Manifestement le capitaine d’industrie aimerait, comme le polémiste, voir le chef de l’État battu en avril 2022 et ne juge pas la candidate d’extrême droite capable d’y parvenir. Il est légitime de s’interroger sur le fait que ce chef d’une grande entreprise, qui a mainte fois démontré son sens de la stratégie, croit le polémiste, en mesure lui, d’y parvenir. Il me semble plus probable, c’est mon hypothèse, qu’il l’utilise pour pousser en avant dans l’opinion publique les idées qui lui sont chères. Et surtout peser sur les candidats du parti « Les Républicains » pour qu’ils se radicalisent. Au vu des débats de la primaire de la droite classique l’objectif est en passe d’être atteint. Du fait de la division de la gauche, le candidat « LR » qui sera désigné en décembre est sans doute le seul à pouvoir battre le président sortant s’il s’est suffisamment radicalisé pour pouvoir bénéficier d’un report de voies suffisant au deuxième tour de l’élection en puisant dans les 35% des votes d’extrême droite.

Image par Gerd Altmann de Pixabay

La véritable campagne pour les élections présidentielle commence à peine.
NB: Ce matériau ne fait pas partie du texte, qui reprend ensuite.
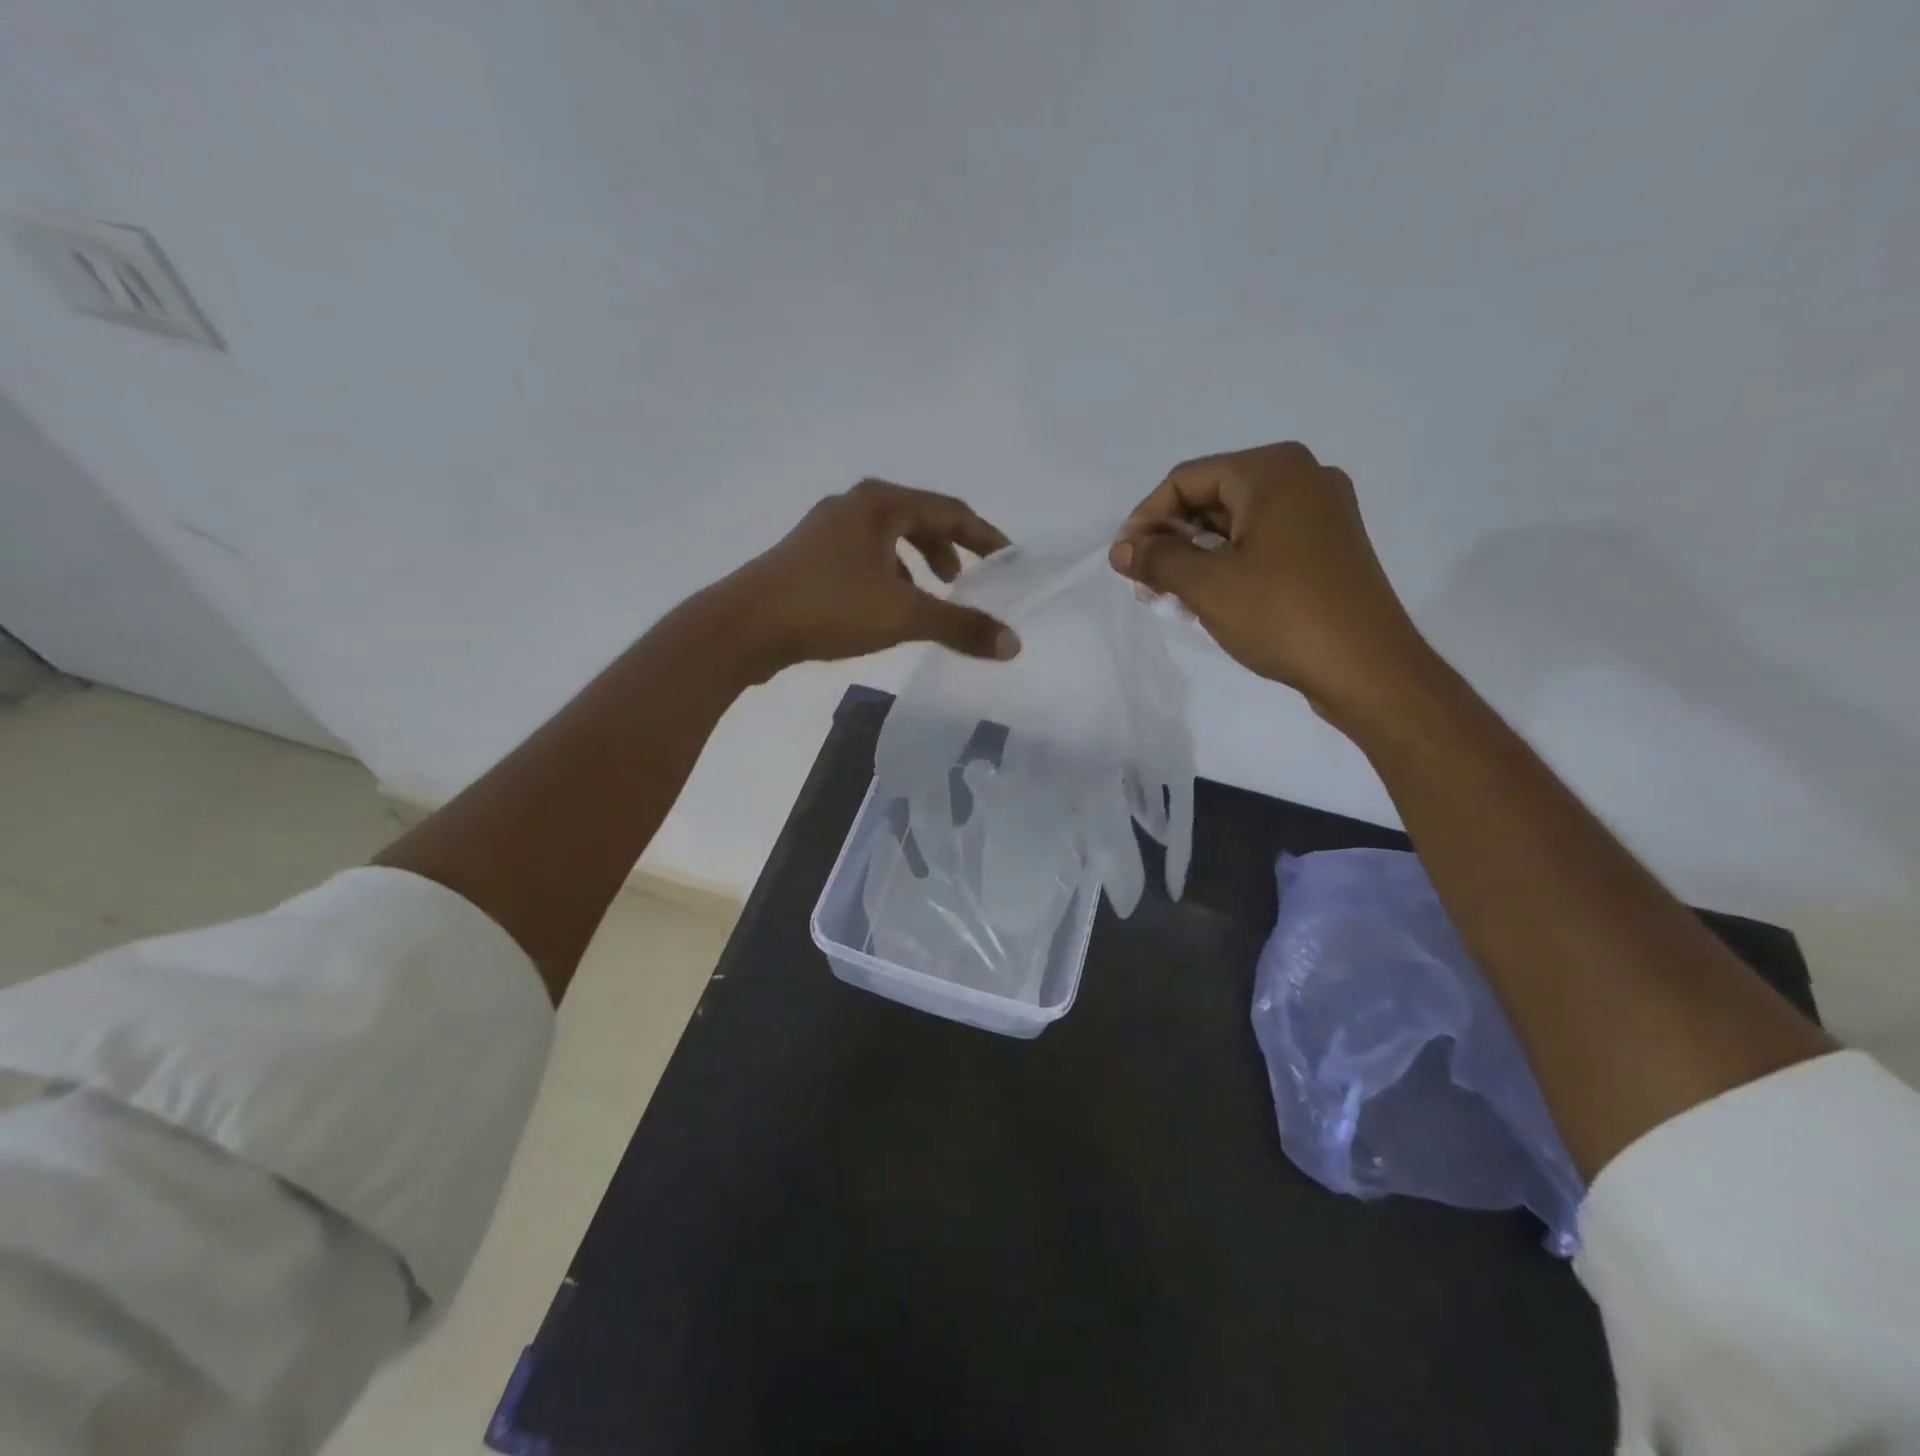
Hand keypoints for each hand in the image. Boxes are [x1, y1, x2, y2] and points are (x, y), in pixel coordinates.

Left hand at [716, 478, 1019, 675]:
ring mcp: (824, 532)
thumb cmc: (828, 607)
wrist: (744, 627)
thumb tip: (1013, 644)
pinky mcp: (807, 559)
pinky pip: (864, 559)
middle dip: (948, 549)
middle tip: (964, 581)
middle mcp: (853, 507)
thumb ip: (960, 626)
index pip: (949, 510)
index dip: (984, 536)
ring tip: (930, 597)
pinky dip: (888, 578)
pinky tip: (887, 610)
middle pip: (918, 519)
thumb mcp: (904, 615)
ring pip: (888, 541)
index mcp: (879, 504)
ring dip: (916, 565)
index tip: (1008, 560)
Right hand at [1110, 442, 1431, 722]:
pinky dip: (1230, 564)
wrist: (1367, 668)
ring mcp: (1321, 512)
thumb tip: (1121, 549)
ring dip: (1197, 556)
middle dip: (1172, 539)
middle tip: (1145, 583)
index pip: (1186, 479)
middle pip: (1213, 497)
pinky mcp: (1328, 547)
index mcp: (1272, 470)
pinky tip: (1210, 600)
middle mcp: (1302, 478)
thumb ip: (1156, 559)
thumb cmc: (1282, 615)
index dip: (1146, 519)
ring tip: (1171, 597)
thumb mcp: (1207, 585)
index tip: (1124, 562)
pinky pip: (1263, 542)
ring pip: (1237, 523)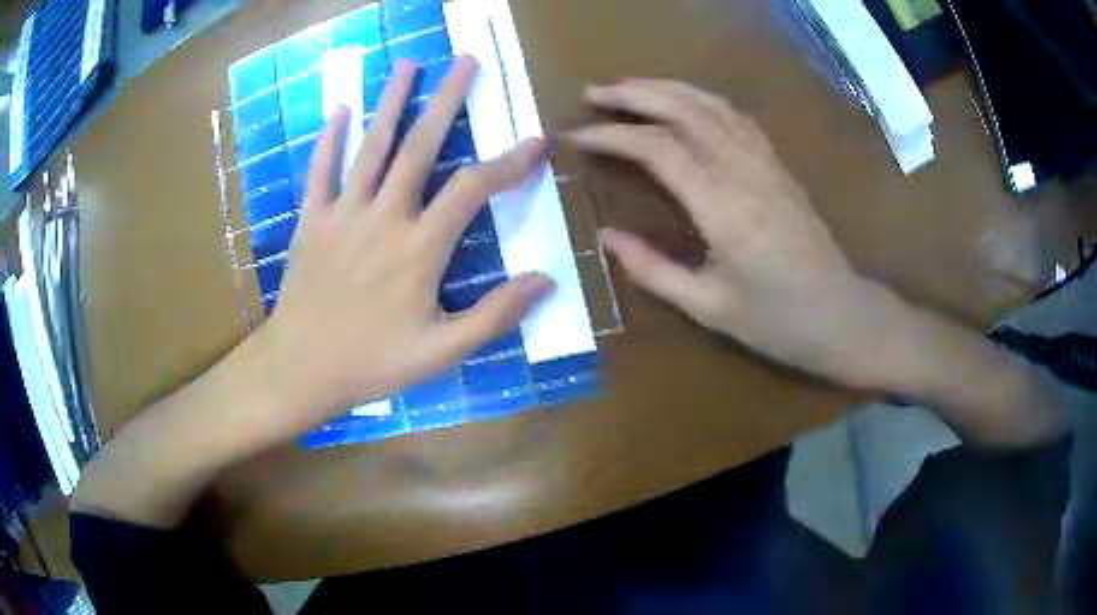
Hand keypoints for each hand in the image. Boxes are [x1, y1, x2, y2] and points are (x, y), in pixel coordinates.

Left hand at [259, 57, 552, 429]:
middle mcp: (383, 217)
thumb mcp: (441, 352)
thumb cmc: (372, 364)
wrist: (300, 369)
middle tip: (465, 61)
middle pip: (420, 147)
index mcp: (419, 249)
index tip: (536, 141)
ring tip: (409, 64)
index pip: (472, 189)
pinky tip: (341, 109)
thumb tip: (546, 281)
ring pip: (372, 147)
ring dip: (392, 102)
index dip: (508, 163)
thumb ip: (494, 316)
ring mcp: (343, 214)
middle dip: (447, 100)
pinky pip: (321, 171)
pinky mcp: (311, 221)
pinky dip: (330, 139)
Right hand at [569, 80, 891, 387]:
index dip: (613, 136)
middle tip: (592, 93)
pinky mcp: (777, 164)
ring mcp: (765, 162)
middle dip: (633, 94)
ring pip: (710, 104)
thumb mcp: (709, 307)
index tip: (577, 136)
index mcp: (723, 209)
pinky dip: (700, 99)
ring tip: (627, 88)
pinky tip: (682, 102)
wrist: (841, 314)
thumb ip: (652, 270)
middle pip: (683, 110)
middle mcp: (744, 172)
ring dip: (665, 88)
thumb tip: (605, 238)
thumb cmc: (777, 321)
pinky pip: (734, 116)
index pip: (658, 149)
Les évolutions de ces prochains mois nous dirons si ces hypothèses se vérifient. Mais déjà une chose est certaine, comme le dit Julia Cagé, professeur d’économie à Sciences Po, nous devrions tous nous alarmer de l’insuffisante régulation des médias dans notre pays et du manque de protection de l’indépendance des journalistes. Les exemples de canal plus, d’Europe 1, du JDD et de Paris Match sont suffisamment probants et montrent comment la possession du capital d’un groupe de médias permet d’imposer une ligne éditoriale. Pour Julia Cagé il faut séparer, dans les groupes de presse, l’actionnariat de la gouvernance si l’on veut protéger l’indépendance de l’information et donc préserver la démocratie.